Theatre festival Boulevard has a theme. This is new, and actually unusual for a large-scale festival like the one in Den Bosch. After all, how do you find so many performances for those claimed 120,000 spectators that are all about that same theme? The solution is simple: you don't have to. You can also attach a theme to a few appealing performances and a single section of your programme.
That was the intention of brand-new director Viktorien van Hulst this year. The frayed edge behind the Verkade Factory, last year still under the name The Heus a gathering place of 'young makers', should have offered the new interpretation. Only, after prolonged insistence, rumour has it, from an activist apparently rather keen on art, the municipality found a tiny fibre of asbestos in a piece of old moss ín a drainpipe. Usually no cause for panic, but now the TRAMKADE was turned into no-go area declared by a not too brave deputy mayor, who did not want a fuss during the summer holidays.
Malicious rumours, of course, but with that, the theme actually fell a bit flat. The new director could no longer show the world what her substantive direction would be with the Bossche festival. Still, thanks to the help of a lot of local entrepreneurs and institutions, a solution was found within a few days. No longer as intimate as the enclosed area of Tramkade, with its post-industrial romance, but still atmospheric enough to capture the imagination.

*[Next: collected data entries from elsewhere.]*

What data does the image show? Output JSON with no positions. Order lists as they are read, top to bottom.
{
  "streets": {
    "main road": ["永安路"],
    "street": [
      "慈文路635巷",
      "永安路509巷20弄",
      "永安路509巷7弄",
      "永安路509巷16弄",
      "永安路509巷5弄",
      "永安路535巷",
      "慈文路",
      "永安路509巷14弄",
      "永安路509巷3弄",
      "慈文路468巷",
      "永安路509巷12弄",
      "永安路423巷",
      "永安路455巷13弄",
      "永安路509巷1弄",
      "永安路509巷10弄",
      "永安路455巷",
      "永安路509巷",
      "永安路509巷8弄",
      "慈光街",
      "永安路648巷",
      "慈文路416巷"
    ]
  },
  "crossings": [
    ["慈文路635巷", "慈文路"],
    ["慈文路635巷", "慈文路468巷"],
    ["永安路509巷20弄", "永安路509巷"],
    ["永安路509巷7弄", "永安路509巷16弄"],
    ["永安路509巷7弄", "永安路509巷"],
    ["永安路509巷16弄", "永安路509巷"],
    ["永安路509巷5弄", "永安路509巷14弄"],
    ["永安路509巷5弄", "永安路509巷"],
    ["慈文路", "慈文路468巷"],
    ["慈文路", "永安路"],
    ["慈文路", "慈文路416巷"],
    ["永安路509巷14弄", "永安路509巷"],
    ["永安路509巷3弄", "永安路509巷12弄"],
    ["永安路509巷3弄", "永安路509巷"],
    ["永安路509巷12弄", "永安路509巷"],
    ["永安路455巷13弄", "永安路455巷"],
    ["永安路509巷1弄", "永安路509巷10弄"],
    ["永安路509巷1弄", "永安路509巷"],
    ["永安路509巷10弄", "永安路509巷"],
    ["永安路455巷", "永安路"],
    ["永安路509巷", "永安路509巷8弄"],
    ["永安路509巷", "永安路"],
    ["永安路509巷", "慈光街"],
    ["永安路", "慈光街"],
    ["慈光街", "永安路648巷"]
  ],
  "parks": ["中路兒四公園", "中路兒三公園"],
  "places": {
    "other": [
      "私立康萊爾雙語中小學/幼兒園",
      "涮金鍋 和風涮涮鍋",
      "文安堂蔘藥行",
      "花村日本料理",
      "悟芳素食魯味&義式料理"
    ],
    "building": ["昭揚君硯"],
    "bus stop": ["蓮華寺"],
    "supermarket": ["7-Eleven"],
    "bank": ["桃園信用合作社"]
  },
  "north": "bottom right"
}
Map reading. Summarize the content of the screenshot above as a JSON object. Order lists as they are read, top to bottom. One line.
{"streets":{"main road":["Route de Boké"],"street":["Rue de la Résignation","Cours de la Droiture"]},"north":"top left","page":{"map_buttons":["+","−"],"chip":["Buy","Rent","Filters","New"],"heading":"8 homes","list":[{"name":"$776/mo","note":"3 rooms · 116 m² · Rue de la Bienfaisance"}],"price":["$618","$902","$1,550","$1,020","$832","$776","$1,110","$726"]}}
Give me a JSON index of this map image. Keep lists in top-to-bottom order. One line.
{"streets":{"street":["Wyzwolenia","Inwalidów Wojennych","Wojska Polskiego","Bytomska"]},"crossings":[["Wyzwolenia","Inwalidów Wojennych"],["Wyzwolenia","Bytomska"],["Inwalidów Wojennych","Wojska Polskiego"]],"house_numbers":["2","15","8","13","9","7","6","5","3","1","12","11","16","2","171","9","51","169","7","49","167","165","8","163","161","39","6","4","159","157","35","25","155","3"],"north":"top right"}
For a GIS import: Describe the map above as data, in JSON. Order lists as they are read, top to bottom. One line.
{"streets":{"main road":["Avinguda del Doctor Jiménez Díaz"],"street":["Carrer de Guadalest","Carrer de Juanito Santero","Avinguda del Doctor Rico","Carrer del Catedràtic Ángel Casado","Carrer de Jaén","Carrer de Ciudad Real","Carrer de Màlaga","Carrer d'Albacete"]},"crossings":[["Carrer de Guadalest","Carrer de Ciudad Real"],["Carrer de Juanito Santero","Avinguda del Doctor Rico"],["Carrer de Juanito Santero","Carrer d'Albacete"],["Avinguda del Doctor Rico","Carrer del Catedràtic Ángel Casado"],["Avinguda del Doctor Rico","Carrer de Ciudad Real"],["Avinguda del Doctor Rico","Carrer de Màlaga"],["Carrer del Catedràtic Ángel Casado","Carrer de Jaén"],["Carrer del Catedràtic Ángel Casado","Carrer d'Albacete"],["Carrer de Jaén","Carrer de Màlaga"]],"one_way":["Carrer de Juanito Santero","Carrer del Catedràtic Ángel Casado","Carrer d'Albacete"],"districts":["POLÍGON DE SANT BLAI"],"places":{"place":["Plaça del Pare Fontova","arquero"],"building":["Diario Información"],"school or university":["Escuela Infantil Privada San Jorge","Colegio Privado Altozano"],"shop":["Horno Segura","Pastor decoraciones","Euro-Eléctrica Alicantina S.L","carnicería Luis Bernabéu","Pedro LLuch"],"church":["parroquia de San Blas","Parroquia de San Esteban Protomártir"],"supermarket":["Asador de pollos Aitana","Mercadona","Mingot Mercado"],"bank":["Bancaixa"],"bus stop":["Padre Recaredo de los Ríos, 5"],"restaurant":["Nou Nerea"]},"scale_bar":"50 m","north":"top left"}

The MariaPavilion, a restaurant housed in an old sanatorium, now hosts the meetings of Boulevard 2015. Because meetings are what it's all about: between people, but especially between people and the city, between art and life. And between artists and the public. This is also where the artist catering takes place, and, as a spectator, you can chat with the makers afterwards.
The Maria Pavilion also features installations by artists who have done very exciting things with the encounter theme. The Flemish poet Peter Verhelst has built a little room full of upside-down dripping candles, and provides it with his wistfully charged texts. Behind the building is a little room decorated by Alexandra Broeder, where you can meet an actor, at least when he is not sitting at home overcome with emotion, which was the case on Monday 10 August. That leaves only his gently rotting apples and a letter explaining what he had wanted to tell you. Touching and quite confrontational. Opposite, a mountain has been built within which you can merge with another festival visitor.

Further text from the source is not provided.